• WHAT IS EXPECTED: Of the lines below, reproduce exactly those from the line containing "index tip: (634, 374)" to the end, including both the first and the last.

• THE INPUT:
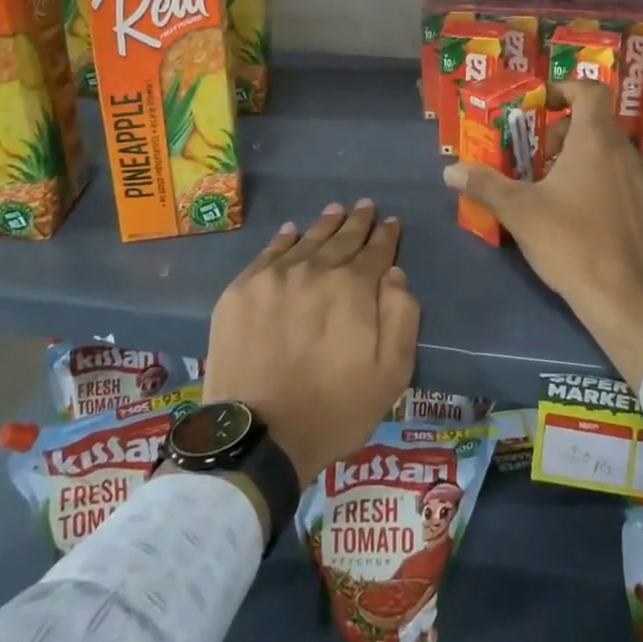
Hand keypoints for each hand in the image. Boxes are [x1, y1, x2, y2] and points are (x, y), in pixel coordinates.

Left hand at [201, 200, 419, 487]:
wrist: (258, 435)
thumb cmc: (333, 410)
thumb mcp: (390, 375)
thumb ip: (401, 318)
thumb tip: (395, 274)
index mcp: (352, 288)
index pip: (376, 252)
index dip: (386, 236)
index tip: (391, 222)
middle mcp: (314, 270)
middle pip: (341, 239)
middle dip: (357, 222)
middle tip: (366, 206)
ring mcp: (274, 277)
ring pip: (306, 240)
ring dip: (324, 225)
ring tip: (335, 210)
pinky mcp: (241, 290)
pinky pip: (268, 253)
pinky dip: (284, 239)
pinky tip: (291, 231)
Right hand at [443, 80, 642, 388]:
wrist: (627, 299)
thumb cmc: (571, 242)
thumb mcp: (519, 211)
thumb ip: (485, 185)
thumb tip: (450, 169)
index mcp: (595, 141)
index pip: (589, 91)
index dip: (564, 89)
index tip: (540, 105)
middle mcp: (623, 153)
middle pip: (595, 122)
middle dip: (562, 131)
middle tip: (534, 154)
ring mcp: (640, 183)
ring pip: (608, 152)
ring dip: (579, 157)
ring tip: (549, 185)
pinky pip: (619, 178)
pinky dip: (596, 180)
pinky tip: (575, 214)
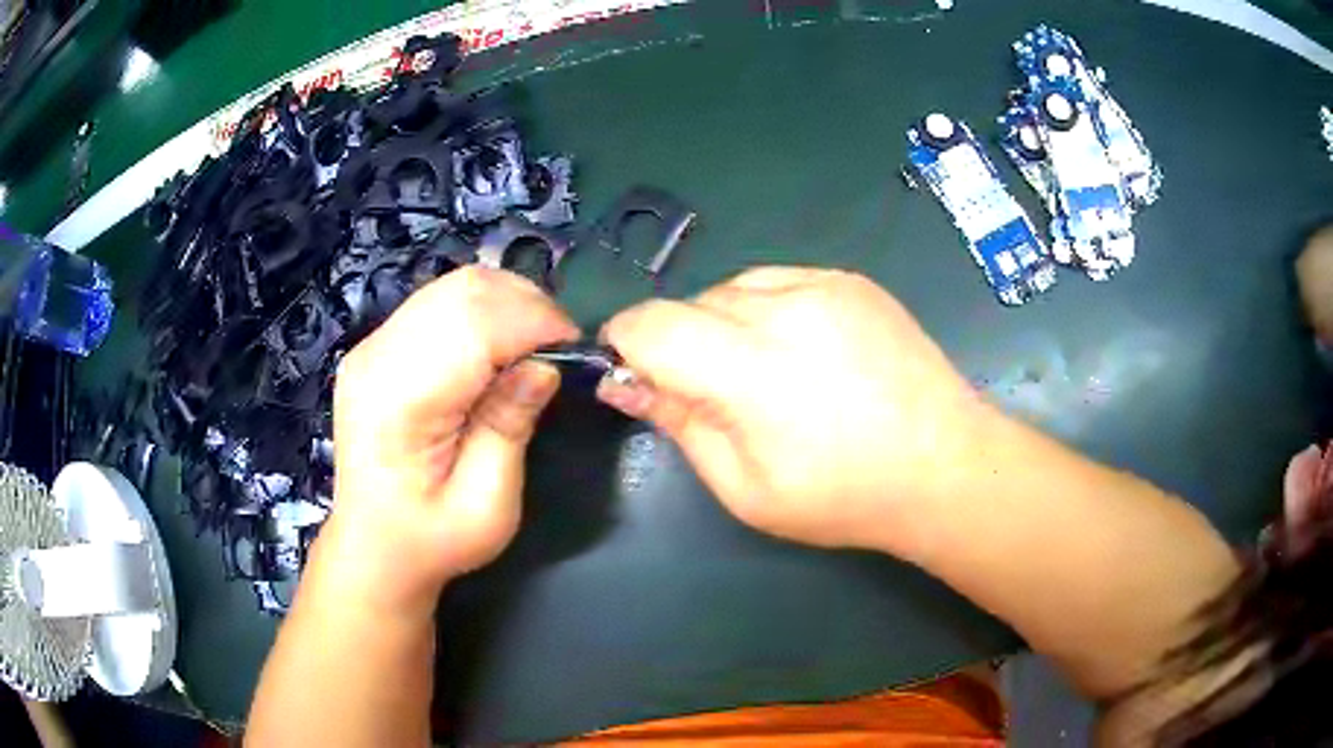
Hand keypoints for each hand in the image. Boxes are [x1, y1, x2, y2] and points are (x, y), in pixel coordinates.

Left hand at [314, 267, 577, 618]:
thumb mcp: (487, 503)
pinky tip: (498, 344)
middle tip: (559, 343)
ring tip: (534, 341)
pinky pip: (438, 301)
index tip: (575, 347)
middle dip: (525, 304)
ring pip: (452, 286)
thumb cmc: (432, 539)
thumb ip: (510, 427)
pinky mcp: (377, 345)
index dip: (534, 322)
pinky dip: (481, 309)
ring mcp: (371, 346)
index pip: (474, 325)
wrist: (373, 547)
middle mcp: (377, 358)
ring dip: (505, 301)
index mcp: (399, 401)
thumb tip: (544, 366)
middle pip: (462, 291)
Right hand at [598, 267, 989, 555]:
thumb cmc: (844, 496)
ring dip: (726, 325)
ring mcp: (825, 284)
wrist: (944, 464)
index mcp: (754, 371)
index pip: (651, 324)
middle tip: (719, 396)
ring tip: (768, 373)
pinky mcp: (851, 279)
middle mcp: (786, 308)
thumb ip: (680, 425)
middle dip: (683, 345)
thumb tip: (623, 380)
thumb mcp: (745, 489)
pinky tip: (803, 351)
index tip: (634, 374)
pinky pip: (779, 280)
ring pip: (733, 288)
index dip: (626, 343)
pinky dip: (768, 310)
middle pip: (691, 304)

• SOLUTION TO THIS EXERCISE:
index tip: (634, 374)
pinky pip: (779, 280)
ring pip: (733, 288)
index dip: (626, 343)
pinky dip: (768, 310)
middle pip: (691, 304)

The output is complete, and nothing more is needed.